(Stored items)

[Start of Attachment]

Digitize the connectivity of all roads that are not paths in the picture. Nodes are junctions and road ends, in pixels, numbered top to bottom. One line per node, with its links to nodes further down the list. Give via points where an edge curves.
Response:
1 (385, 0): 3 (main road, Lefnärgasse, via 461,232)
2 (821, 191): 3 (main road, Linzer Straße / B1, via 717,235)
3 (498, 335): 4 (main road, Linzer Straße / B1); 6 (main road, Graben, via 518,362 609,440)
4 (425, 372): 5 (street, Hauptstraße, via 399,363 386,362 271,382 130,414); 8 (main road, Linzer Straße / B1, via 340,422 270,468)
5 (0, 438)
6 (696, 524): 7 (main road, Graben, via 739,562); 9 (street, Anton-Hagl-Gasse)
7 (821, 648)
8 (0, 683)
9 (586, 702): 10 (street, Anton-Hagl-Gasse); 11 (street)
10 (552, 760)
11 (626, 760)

[End of Attachment]

* _REQUIRED WORK_
Output all of the data exactly.

* _SOLUTION TO THE PROBLEM_
Digitize the connectivity of all roads that are not paths in the picture. Nodes are junctions and road ends, in pixels, numbered top to bottom. One line per node, with its links to nodes further down the list. Give via points where an edge curves.
Response:
1 (385, 0): 3 (main road, Lefnärgasse, via 461,232)
2 (821, 191): 3 (main road, Linzer Straße / B1, via 717,235)
3 (498, 335): 4 (main road, Linzer Straße / B1); 6 (main road, Graben, via 518,362 609,440)
4 (425, 372): 5 (street, Hauptstraße, via 399,363 386,362 271,382 130,414); 8 (main road, Linzer Straße / B1, via 340,422 270,468)
5 (0, 438)
6 (696, 524): 7 (main road, Graben, via 739,562); 9 (street, Anton-Hagl-Gasse)
7 (821, 648)
8 (0, 683)
9 (586, 702): 10 (street, Anton-Hagl-Gasse); 11 (street)
10 (552, 760)
11 (626, 760)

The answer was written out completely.